> Problem
The output must reproduce each line of the data word for word.

> Excerpted records

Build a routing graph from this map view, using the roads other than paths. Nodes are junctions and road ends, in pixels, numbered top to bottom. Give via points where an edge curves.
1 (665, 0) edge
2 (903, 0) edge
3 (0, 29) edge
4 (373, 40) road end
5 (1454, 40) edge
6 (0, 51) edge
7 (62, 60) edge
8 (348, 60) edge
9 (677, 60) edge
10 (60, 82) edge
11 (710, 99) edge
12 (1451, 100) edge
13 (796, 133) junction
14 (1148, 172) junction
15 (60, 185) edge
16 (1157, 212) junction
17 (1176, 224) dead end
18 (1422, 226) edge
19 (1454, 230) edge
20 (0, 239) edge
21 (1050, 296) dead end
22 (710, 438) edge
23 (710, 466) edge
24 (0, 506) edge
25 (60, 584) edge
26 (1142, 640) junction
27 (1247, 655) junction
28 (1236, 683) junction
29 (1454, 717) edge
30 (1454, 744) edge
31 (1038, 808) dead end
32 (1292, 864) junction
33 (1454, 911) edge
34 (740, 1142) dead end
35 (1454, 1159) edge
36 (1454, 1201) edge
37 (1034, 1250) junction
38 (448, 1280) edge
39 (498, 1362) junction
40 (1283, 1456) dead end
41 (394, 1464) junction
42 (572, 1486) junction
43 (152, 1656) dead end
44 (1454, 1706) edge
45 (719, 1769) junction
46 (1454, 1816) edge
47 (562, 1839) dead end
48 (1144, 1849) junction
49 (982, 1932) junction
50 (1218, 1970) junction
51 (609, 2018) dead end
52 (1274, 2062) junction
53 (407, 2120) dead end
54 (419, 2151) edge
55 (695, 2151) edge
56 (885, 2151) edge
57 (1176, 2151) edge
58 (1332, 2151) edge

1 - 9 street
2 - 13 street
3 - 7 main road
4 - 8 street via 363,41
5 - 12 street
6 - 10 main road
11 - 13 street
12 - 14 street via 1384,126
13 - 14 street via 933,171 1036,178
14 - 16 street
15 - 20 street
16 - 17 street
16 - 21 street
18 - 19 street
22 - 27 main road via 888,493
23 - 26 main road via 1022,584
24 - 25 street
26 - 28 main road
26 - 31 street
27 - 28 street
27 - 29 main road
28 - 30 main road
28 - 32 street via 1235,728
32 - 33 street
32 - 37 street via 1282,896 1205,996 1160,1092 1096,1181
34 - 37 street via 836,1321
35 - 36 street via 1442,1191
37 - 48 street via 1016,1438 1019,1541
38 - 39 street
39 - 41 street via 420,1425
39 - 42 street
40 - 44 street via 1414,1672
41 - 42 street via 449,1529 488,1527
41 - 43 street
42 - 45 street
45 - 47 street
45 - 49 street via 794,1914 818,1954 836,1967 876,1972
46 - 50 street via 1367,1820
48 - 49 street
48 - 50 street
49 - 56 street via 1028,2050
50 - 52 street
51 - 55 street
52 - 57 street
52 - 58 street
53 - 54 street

> Task answer
Build a routing graph from this map view, using the roads other than paths. Nodes are junctions and road ends, in pixels, numbered top to bottom. Give via points where an edge curves.
1 (665, 0) edge
2 (903, 0) edge
3 (0, 29) edge
4 (373, 40) road end
5 (1454, 40) edge
6 (0, 51) edge
7 (62, 60) edge
8 (348, 60) edge
9 (677, 60) edge
10 (60, 82) edge
11 (710, 99) edge
12 (1451, 100) edge
13 (796, 133) junction
14 (1148, 172) junction
15 (60, 185) edge
16 (1157, 212) junction
17 (1176, 224) dead end
18 (1422, 226) edge
19 (1454, 230) edge
20 (0, 239) edge
21 (1050, 296) dead end
22 (710, 438) edge
23 (710, 466) edge
24 (0, 506) edge
25 (60, 584) edge
26 (1142, 640) junction
27 (1247, 655) junction
28 (1236, 683) junction
29 (1454, 717) edge
30 (1454, 744) edge
31 (1038, 808) dead end
32 (1292, 864) junction
33 (1454, 911) edge
34 (740, 1142) dead end
35 (1454, 1159) edge
36 (1454, 1201) edge
37 (1034, 1250) junction
38 (448, 1280) edge
39 (498, 1362) junction
40 (1283, 1456) dead end
41 (394, 1464) junction
42 (572, 1486) junction
43 (152, 1656) dead end
44 (1454, 1706) edge
45 (719, 1769) junction
46 (1454, 1816) edge
47 (562, 1839) dead end
48 (1144, 1849) junction
49 (982, 1932) junction
50 (1218, 1970) junction
51 (609, 2018) dead end
52 (1274, 2062) junction
53 (407, 2120) dead end
54 (419, 2151) edge
55 (695, 2151) edge
56 (885, 2151) edge
57 (1176, 2151) edge
58 (1332, 2151) edge

1 - 9 street
2 - 13 street
3 - 7 main road
4 - 8 street via 363,41
5 - 12 street
6 - 10 main road
11 - 13 street
12 - 14 street via 1384,126
13 - 14 street via 933,171 1036,178
14 - 16 street
15 - 20 street
16 - 17 street
16 - 21 street
18 - 19 street
22 - 27 main road via 888,493
23 - 26 main road via 1022,584
24 - 25 street
26 - 28 main road
26 - 31 street
27 - 28 street
27 - 29 main road
28 - 30 main road
28 - 32 street via 1235,728
32 - 33 street
32 - 37 street via 1282,896 1205,996 1160,1092 1096,1181
34 - 37 street via 836,1321
35 - 36 street via 1442,1191
37 - 48 street via 1016,1438 1019,1541
38 - 39 street
39 - 41 street via 420,1425
39 - 42 street
40 - 44 street via 1414,1672
41 - 42 street via 449,1529 488,1527
41 - 43 street
42 - 45 street
45 - 47 street
45 - 49 street via 794,1914 818,1954 836,1967 876,1972
46 - 50 street via 1367,1820
48 - 49 street
48 - 50 street
49 - 56 street via 1028,2050
50 - 52 street
51 - 55 street
52 - 57 street
52 - 58 street
53 - 54 street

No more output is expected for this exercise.